> _Exercise description_:
In the data that follows, give the number of lines containing the word "Webuye". Offer no additional comment.

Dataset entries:
☆ ☆ ☆

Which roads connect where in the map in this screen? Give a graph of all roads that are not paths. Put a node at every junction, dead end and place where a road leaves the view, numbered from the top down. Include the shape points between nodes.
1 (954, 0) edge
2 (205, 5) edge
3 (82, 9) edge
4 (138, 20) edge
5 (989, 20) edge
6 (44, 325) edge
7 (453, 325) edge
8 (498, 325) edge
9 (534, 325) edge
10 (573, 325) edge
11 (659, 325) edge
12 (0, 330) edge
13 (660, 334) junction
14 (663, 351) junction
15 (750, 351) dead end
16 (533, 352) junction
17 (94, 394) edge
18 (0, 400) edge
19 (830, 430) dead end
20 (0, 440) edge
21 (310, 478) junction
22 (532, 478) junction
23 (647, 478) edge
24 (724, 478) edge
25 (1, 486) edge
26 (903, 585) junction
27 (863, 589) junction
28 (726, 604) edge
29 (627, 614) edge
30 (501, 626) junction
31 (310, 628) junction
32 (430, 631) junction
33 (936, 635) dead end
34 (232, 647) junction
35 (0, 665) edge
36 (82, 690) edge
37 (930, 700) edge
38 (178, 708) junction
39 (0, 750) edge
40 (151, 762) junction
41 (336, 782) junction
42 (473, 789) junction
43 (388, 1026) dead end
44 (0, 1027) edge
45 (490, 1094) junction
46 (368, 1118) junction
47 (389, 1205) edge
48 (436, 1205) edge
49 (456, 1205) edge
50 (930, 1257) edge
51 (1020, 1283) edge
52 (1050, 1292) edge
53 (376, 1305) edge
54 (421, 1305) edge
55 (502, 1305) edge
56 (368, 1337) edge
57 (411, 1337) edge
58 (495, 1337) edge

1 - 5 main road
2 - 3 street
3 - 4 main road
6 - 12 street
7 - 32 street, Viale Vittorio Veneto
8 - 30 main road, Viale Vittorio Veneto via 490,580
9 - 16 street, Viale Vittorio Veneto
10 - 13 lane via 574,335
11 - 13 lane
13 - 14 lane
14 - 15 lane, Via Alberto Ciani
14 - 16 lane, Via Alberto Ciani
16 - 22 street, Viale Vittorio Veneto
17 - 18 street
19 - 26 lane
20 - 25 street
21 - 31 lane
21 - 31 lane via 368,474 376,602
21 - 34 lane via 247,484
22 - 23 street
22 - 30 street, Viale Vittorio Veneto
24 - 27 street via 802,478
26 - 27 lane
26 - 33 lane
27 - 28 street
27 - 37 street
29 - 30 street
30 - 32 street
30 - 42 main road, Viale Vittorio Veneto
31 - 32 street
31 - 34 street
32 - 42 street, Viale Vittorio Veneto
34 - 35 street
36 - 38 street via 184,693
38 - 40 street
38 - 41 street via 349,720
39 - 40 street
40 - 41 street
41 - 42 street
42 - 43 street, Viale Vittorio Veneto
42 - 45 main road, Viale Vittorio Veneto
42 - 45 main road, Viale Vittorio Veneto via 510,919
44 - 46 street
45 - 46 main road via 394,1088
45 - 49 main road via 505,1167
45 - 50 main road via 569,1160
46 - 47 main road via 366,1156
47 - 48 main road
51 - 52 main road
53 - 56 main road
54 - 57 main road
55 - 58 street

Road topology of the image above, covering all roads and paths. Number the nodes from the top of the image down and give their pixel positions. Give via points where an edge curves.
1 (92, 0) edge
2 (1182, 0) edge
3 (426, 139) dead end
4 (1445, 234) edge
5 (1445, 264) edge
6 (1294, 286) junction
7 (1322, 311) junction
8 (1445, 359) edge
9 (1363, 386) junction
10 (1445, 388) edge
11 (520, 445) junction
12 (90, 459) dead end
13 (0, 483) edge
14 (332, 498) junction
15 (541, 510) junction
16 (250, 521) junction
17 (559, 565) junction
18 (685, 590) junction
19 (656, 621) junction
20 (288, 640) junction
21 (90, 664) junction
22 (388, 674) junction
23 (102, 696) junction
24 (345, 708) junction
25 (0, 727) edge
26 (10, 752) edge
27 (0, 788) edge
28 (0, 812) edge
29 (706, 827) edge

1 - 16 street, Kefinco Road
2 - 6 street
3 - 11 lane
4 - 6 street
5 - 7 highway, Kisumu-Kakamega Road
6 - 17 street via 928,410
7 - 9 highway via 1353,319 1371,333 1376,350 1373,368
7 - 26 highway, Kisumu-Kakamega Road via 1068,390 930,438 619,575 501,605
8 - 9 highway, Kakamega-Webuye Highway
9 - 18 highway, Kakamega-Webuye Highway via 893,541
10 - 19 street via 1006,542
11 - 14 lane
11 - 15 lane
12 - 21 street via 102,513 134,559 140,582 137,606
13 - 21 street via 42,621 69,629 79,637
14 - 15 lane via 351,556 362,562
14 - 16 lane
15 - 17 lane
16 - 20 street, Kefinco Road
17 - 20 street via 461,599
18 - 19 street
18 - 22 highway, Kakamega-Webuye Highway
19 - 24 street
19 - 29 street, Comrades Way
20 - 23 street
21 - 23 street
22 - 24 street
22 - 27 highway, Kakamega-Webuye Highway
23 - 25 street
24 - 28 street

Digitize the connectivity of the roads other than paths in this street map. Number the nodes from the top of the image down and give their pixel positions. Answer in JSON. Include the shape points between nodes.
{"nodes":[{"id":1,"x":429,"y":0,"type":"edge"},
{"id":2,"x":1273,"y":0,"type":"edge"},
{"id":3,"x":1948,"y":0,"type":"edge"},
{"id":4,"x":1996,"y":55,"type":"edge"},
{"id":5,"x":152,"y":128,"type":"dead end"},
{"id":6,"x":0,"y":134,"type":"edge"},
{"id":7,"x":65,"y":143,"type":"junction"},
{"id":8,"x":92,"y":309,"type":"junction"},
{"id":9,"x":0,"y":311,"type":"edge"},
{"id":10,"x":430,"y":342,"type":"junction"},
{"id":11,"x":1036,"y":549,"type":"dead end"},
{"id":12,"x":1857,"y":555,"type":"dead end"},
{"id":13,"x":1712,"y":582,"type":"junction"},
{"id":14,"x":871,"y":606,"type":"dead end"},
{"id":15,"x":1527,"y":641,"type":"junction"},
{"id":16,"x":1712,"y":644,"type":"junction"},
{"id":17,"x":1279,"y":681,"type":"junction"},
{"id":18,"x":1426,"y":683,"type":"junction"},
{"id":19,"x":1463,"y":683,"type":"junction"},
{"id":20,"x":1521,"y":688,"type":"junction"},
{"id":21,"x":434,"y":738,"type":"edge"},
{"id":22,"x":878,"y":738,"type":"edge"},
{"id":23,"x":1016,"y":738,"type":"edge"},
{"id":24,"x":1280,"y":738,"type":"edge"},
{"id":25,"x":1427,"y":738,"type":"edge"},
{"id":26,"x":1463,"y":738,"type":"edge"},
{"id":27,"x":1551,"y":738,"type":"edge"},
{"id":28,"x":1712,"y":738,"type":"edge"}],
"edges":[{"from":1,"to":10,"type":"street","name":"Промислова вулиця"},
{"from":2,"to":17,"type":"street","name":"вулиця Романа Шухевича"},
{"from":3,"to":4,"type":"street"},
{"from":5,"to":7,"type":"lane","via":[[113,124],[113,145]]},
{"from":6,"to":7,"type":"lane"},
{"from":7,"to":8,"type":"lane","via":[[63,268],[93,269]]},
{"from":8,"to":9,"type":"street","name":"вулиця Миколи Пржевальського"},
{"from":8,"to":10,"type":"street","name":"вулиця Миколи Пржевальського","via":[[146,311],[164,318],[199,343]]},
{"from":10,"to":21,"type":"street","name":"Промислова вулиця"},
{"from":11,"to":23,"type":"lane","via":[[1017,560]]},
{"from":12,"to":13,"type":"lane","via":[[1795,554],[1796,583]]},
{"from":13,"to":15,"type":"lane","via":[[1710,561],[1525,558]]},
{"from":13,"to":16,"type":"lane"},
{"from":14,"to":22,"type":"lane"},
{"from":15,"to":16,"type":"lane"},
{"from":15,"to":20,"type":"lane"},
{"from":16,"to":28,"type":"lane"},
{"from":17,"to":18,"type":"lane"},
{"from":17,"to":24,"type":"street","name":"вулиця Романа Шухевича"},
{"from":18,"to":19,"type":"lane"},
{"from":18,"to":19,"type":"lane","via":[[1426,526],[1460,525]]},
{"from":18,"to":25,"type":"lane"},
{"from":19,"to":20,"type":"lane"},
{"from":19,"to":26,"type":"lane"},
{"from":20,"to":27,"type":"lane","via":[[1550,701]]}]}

☆ ☆ ☆

> _Answer for the task_:
4